What is being asked: Give the data again exactly as it appears, excluding any pictures.

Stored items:
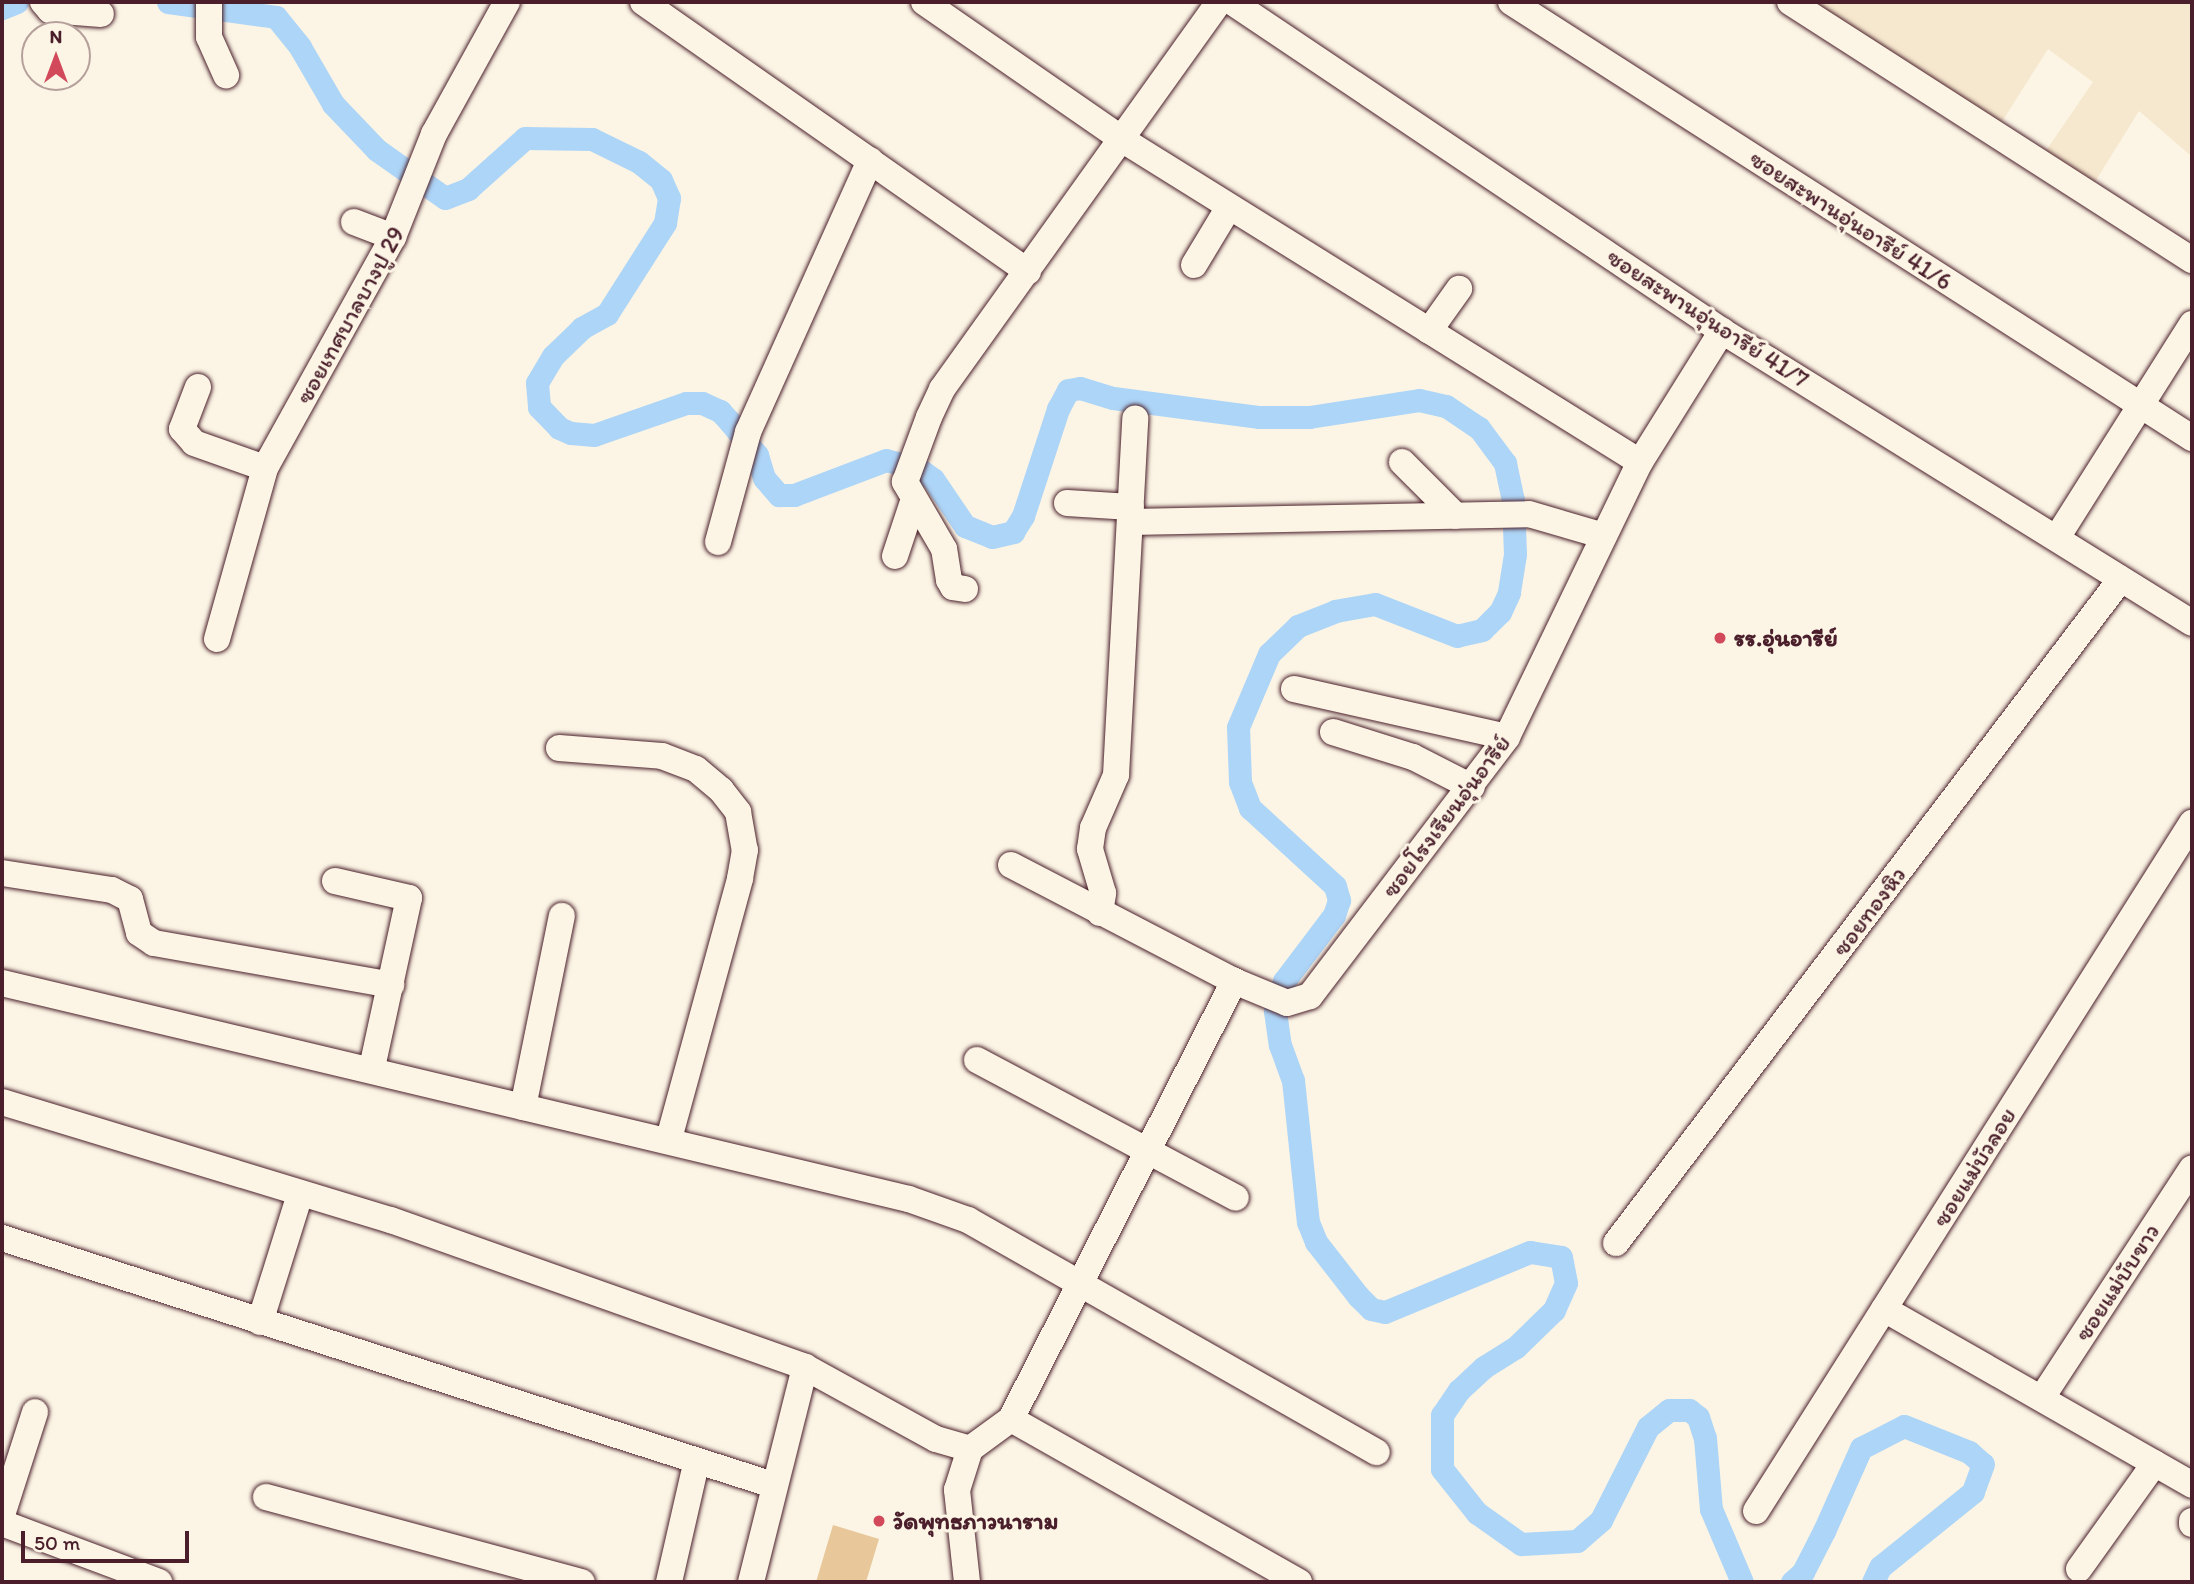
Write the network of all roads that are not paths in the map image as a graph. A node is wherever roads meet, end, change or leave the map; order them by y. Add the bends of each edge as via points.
1 (43, 2) edge
2 (507, 2) edge
3 (643, 2) edge
4 (924, 2) edge
5 (1219, 2) edge
6 (1232, 2) edge
7 (1511, 2) edge
8 (1790, 2) edge
9 (208, 4) edge
10 (101, 14) dead end
11 (226, 75) dead end
12 (1124, 140) junction
13 (870, 160) junction
14 (1229, 207) junction
15 (354, 222) dead end
16 (393, 237) junction
17 (2192, 260) edge
18 (1194, 265) dead end
19 (1028, 272) junction
20 (1459, 289) dead end
21 (2192, 324) edge
22 (1429, 331) junction
23 (1721, 331) junction
24 (198, 387) dead end
25 (2141, 406) junction
26 (1135, 419) dead end
27 (2192, 438) edge
28 (1402, 462) dead end
29 (1640, 462) junction
30 (265, 468) junction
31 (913, 502) junction
32 (1067, 503) dead end
33 (1130, 515) junction
34 (1456, 516) junction
35 (1604, 536) junction
36 (2057, 536) junction
37 (718, 542) dead end
38 (895, 556) dead end
39 (2121, 579) junction
40 (965, 589) dead end
41 (2192, 623) edge
42 (217, 639) dead end
43 (1294, 689) dead end
44 (1333, 732) dead end
45 (1507, 737) junction
46 (559, 748) dead end
47 (1472, 787) junction
48 (2192, 823) edge
49 (1011, 865) dead end
50 (2, 873) edge
51 (335, 881) dead end
52 (1100, 912) junction
53 (562, 916) dead end
54 (1234, 981) junction
55 (2, 983) edge
56 (391, 985) junction
57 (977, 1060) dead end
58 (372, 1068) junction
59 (2, 1101) edge
60 (523, 1107) junction
61 (668, 1138) junction
62 (1151, 1151) junction
63 (2192, 1168) edge
64 (300, 1194) junction
65 (1236, 1198) dead end
66 (2, 1238) edge
67 (1616, 1243) dead end
68 (1081, 1282) junction
69 (1884, 1309) junction
70 (260, 1322) junction
71 (805, 1367) junction
72 (2043, 1396) junction
73 (35, 1412) dead end
74 (1011, 1419) junction
75 (971, 1449) junction
76 (1377, 1452) dead end
77 (2155, 1463) junction
78 (696, 1464) junction
79 (773, 1485) junction
80 (2192, 1485) edge
81 (266, 1497) dead end
82 (1756, 1511) dead end
83 (2, 1515) edge
84 (2, 1523) edge
85 (2079, 1569) dead end
86 (118, 1576) edge
87 (159, 1582) edge
88 (582, 1582) edge
89 (669, 1582) edge
90 (751, 1582) edge
91 (967, 1582) edge
92 (1299, 1582) edge

1 - 10 street via 50,10
2 - 16 street, ซอยเทศบาลบางปู 29 via 434,134 410,204
3 - 13 street
4 - 12 street
5 - 12 street
6 - 23 street, ซอยสะพานอุ่นอารีย์ 41/7
7 - 25 street, ซอยสะพานอุ่นอารีย์ 41/6
8 - 17 street
9 - 11 street via 209,37
12 - 14 street
12 - 19 street
13 - 19 street
13 - 37 street via 745,442
14 - 18 street
14 - 22 street
15 - 16 street
16 - 30 street, ซอยเทศบาลบางปู 29
19 - 31 street via 942,389 911,462
20 - 22 street
21 - 25 street
22 - 29 street
23 - 29 street, ซอยโรงเรียนอุ่นอารีย์
23 - 36 street, ซอยสะพานอุ่นอารีย์ 41/7
24 - 30 street via 183,429 194,443
25 - 27 street, ซอยสะพานอุ่นอารีย์ 41/6
25 - 36 street
26 - 33 street
28 - 34 street
29 - 35 street, ซอยโรงเรียนอุ่นอารีย์
30 - 42 street, ซอยเทศบาลบางปู 29
31 - 38 street
31 - 40 street via 944,549 953,587
32 - 33 street
33 - 34 street
33 - 52 street via 1116,775 1093,828 1090,849 1103,893
34 - 35 street via 1517,514
35 - 45 street, ซอยโรงเรียนอุ่นอารีย์
36 - 39 street, ซอยสะพานอุ่นอารีย์ 41/7
39 - 41 street, ซอยสะพานอุ่นอารีย์ 41/7
39 - 67 street, ซอยทองหิว
43 - 45 street
44 - 47 street via 1413,757
45 - 47 street, ซอยโรงเรียนอุ่นอารีย์
46 - 61 street via 662,756 696,769 738,812 745,850 740,879
47 - 54 street, ซอยโรงเรียนอุ่นอารีย์ via 1321,985 1302,1001 1278,1000
48 - 69 street, ซอยแม่บัวลอย
49 - 52 street, ซอยโรงเรียนอุ่นอารีย์
50 - 56 street via 112,890 130,899 139,933 154,943
51 - 56 street via 409,898
52 - 54 street, ซอยโรงเรียนอุ่นอารีย์
53 - 60 street
54 - 62 street
55 - 58 street
56 - 58 street
57 - 62 street
58 - 60 street via 430,1087
59 - 64 street
60 - 61 street
61 - 68 street via 908,1199 968,1220
62 - 65 street
62 - 68 street
63 - 72 street, ซอยแม่บับขาว
64 - 70 street
64 - 71 street via 391,1220
66 - 70 street
68 - 74 street
68 - 76 street
69 - 72 street
69 - 82 street, ซอยแม่บัวลอย
70 - 78 street
71 - 75 street via 936,1439
71 - 79 street
72 - 77 street
73 - 83 street
74 - 75 street
74 - 92 street
75 - 91 street via 957,1490
77 - 80 street
77 - 85 street
78 - 79 street
78 - 89 street
79 - 90 street
81 - 88 street
84 - 86 street
86 - 87 street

Exercise response:
Write the network of all roads that are not paths in the map image as a graph. A node is wherever roads meet, end, change or leave the map; order them by y. Add the bends of each edge as via points.
1 (43, 2) edge
2 (507, 2) edge
3 (643, 2) edge
4 (924, 2) edge
5 (1219, 2) edge
6 (1232, 2) edge
7 (1511, 2) edge
8 (1790, 2) edge
9 (208, 4) edge
10 (101, 14) dead end
11 (226, 75) dead end
12 (1124, 140) junction
13 (870, 160) junction
14 (1229, 207) junction
15 (354, 222) dead end
16 (393, 237) junction
17 (2192, 260) edge
18 (1194, 265) dead end
19 (1028, 272) junction
20 (1459, 289) dead end
21 (2192, 324) edge
22 (1429, 331) junction
23 (1721, 331) junction
24 (198, 387) dead end
25 (2141, 406) junction
26 (1135, 419) dead end
27 (2192, 438) edge
28 (1402, 462) dead end
29 (1640, 462) junction
30 (265, 468) junction
31 (913, 502) junction
32 (1067, 503) dead end
33 (1130, 515) junction
34 (1456, 516) junction
35 (1604, 536) junction
36 (2057, 536) junction
37 (718, 542) dead end
38 (895, 556) dead end
39 (2121, 579) junction
40 (965, 589) dead end
41 (2192, 623) edge
42 (217, 639) dead end
43 (1294, 689) dead end
44 (1333, 732) dead end
45 (1507, 737) junction
46 (559, 748) dead end
47 (1472, 787) junction
48 (2192, 823) edge
49 (1011, 865) dead end
50 (2, 873) edge
51 (335, 881) dead end
52 (1100, 912) junction
53 (562, 916) dead end
54 (1234, 981) junction
55 (2, 983) edge
56 (391, 985) junction
57 (977, 1060) dead end
58 (372, 1068) junction
59 (2, 1101) edge
60 (523, 1107) junction
61 (668, 1138) junction
62 (1151, 1151) junction
63 (2192, 1168) edge
64 (300, 1194) junction
65 (1236, 1198) dead end
66 (2, 1238) edge
67 (1616, 1243) dead end
68 (1081, 1282) junction
69 (1884, 1309) junction
70 (260, 1322) junction
71 (805, 1367) junction
72 (2043, 1396) junction
73 (35, 1412) dead end
74 (1011, 1419) junction
75 (971, 1449) junction
76 (1377, 1452) dead end
77 (2155, 1463) junction
78 (696, 1464) junction
79 (773, 1485) junction
80 (2192, 1485) edge
81 (266, 1497) dead end
82 (1756, 1511) dead end
83 (2, 1515) edge
84 (2, 1523) edge
85 (2079, 1569) dead end
86 (118, 1576) edge
87 (159, 1582) edge
88 (582, 1582) edge
89 (669, 1582) edge
90 (751, 1582) edge
91 (967, 1582) edge
92 (1299, 1582) edge

1 - 10 street via 50,10
2 - 16 street, ซอยเทศบาลบางปู 29 via 434,134 410,204
3 - 13 street
4 - 12 street
5 - 12 street
6 - 23 street, ซอยสะพานอุ่นอารีย์ 41/7
7 - 25 street, ซอยสะพานอุ่นอารีย์ 41/6
8 - 17 street
9 - 11 street via 209,37
12 - 14 street
12 - 19 street
13 - 19 street
13 - 37 street via 745,442
14 - 18 street
14 - 22 street
15 - 16 street
16 - 30 street, ซอยเทศบาลบางปู 29
19 - 31 street via 942,389 911,462
20 - 22 street
21 - 25 street
22 - 29 street
23 - 29 street, ซอยโรงเรียนอุ่นอารีย์
23 - 36 street, ซอยสะพานอุ่นอารีย์ 41/7
24 - 30 street via 183,429 194,443
25 - 27 street, ซอยสะพานอุ่นอารีย์ 41/6
25 - 36 street
26 - 33 street
28 - 34 street
29 - 35 street, ซอยโรงเรียนอุ่นอารีย์
30 - 42 street, ซอยเทศบาลบางปู 29
31 - 38 street
31 - 40 street via 944,549 953,587
32 - 33 street
33 - 34 street
33 - 52 street via 1116,775 1093,828 1090,849 1103,893
34 - 35 street via 1517,514
35 - 45 street, ซอยโรงเรียนอุ่นอารีย์
36 - 39 street, ซอยสะพานอุ่นอารีย์ 41/7
39 - 41 street, ซอยสะพานอุ่นอารีย์ 41/7
39 - 67 street, ซอยทองหิว
43 - 45 street
44 - 47 street via 1413,757
45 - 47 street, ซอยโรงเรียนอุ่นอารีย์
46 - 61 street via 662,756 696,769 738,812 745,850 740,879
47 - 54 street, ซอยโรงเรียนอุ่นอารีย์ via 1321,985 1302,1001 1278,1000
48 - 69 street, ซอยแม่บัวลอย
49 - 52 street, ซอยโรงเรียนอุ่นอารีย์
50 - 56 street via 112,890 130,899 139,933 154,943
51 - 56 street via 409,898
52 - 54 street, ซอยโรงเรียนอุ่นอารีย์
53 - 60 street
54 - 62 street
55 - 58 street
56 - 58 street
57 - 62 street
58 - 60 street via 430,1087
59 - 64 street
60 - 61 street
61 - 68 street via 908,1199 968,1220
62 - 65 street
62 - 68 street
63 - 72 street, ซอยแม่บับขาว
64 - 70 street
64 - 71 street via 391,1220
66 - 70 street
68 - 74 street
68 - 76 street
69 - 72 street
69 - 82 street, ซอยแม่บัวลอย
70 - 78 street
71 - 75 street via 936,1439
71 - 79 street
72 - 77 street
73 - 83 street
74 - 75 street
74 - 92 street
75 - 91 street via 957,1490
77 - 80 street
77 - 85 street
78 - 79 street
78 - 89 street
79 - 90 street
81 - 88 street
84 - 86 street
86 - 87 street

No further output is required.